DATA TO PROCESS:
----
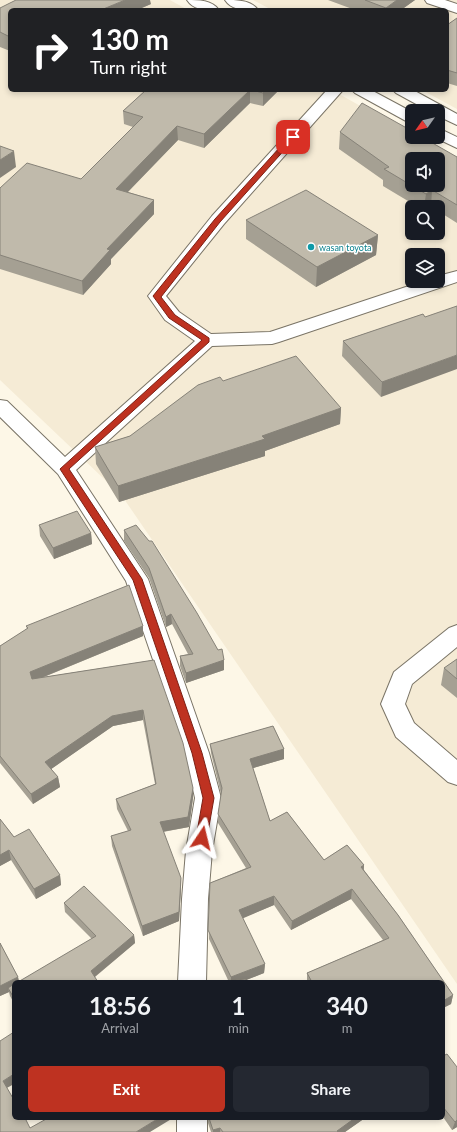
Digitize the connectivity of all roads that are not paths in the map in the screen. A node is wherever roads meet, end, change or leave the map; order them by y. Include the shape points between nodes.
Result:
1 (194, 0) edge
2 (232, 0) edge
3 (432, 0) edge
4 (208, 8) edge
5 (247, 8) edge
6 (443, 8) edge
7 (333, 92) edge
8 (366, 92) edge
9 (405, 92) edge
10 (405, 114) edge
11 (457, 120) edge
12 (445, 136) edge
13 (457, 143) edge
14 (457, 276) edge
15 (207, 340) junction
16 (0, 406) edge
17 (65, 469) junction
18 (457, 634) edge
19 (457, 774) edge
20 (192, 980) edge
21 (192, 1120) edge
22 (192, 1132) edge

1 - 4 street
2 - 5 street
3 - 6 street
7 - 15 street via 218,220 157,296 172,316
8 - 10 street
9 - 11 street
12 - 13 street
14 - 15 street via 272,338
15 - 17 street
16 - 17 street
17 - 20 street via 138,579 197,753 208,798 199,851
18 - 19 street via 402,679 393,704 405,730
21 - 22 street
----
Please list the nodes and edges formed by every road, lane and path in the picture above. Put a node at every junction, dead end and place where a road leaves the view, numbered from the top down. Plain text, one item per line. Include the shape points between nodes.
----
For every line in the data above that has the string "nodes", return that line.

Digitize the connectivity of all roads that are not paths in the map in the screen. A node is wherever roads meet, end, change or leave the map; order them by y. Include the shape points between nodes.
Please list the nodes and edges formed by every road, lane and path in the picture above. Put a node at every junction, dead end and place where a road leaves the view, numbered from the top down. Plain text, one item per line. Include the shape points between nodes.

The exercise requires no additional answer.